Lucía Pilar Pinto Ramírez (Vicuña, September 18, 1975) is a Chilean journalist and politician, member of the Independent Democratic Union (UDI). She was a councilor for the commune of La Serena until March 11, 2018, when President Sebastián Piñera appointed her as Intendant of the Coquimbo Region, a position she held until 2020.

== Family and studies ==
Lucía Pinto is the daughter of Floridor Pinto Cortés and Elena Ramírez Alvares. She began her education at the Kindergarten of the Rural School of La Campana in Vicuña, and later attended the D-95 School in the same commune for her primary studies. For her secondary studies, she went to the Colegio Sagrados Corazones in La Serena.

== Political career ==
She has been a member of the Independent Democratic Union since 2010. From 2010 to 2012, she served as the chief of staff of the Intendant of the Coquimbo Region, Sergio Gahona Salazar, during the first government of Sebastián Piñera. Later, she served as his chief of staff during his term as a deputy in the National Congress from 2014 to 2018.

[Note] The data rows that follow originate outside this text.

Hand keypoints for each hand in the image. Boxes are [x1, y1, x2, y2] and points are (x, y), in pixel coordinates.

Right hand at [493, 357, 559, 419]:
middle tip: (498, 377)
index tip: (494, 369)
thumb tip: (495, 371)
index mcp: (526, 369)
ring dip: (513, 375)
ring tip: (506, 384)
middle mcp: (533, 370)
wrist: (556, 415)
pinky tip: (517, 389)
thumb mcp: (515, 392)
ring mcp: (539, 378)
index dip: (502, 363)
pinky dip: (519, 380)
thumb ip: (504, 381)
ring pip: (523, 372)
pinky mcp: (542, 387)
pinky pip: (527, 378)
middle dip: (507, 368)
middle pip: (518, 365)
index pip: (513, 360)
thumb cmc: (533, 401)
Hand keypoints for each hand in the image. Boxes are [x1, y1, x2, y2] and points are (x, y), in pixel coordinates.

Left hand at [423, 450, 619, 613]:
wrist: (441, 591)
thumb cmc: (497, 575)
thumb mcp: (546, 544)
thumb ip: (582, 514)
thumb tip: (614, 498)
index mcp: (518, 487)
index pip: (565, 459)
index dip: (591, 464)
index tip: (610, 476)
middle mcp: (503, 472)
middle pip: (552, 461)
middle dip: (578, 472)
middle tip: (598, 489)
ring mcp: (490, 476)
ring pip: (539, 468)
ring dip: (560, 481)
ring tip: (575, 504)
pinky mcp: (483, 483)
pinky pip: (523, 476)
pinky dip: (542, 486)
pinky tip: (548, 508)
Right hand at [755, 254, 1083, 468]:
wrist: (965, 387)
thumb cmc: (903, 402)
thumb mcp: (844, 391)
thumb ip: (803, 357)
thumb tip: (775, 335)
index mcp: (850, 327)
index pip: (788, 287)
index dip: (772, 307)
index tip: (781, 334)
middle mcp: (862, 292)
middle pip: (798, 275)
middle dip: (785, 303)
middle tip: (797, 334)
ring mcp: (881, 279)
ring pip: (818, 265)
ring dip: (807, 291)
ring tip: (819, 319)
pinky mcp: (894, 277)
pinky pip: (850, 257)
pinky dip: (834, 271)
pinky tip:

In the 2016 municipal elections, she ran as a candidate for councilor in the commune of La Serena and was successfully elected. She served in this position until March 11, 2018, when she was called upon by the newly elected President Sebastián Piñera to assume the position of Intendant of the Coquimbo Region. However, on September 26, 2020, she announced her resignation from the position to focus on her defense against an investigation for an alleged tax fraud related to a land purchase. On July 23, 2021, the State Defense Council (CDE) filed a criminal complaint for this matter.

In August 2022, the Comptroller General's Office issued a report on the case, concluding that Pinto had "seriously infringed the principle of administrative probity". Because of this, the body decided to apply the disciplinary measure of dismissal against her.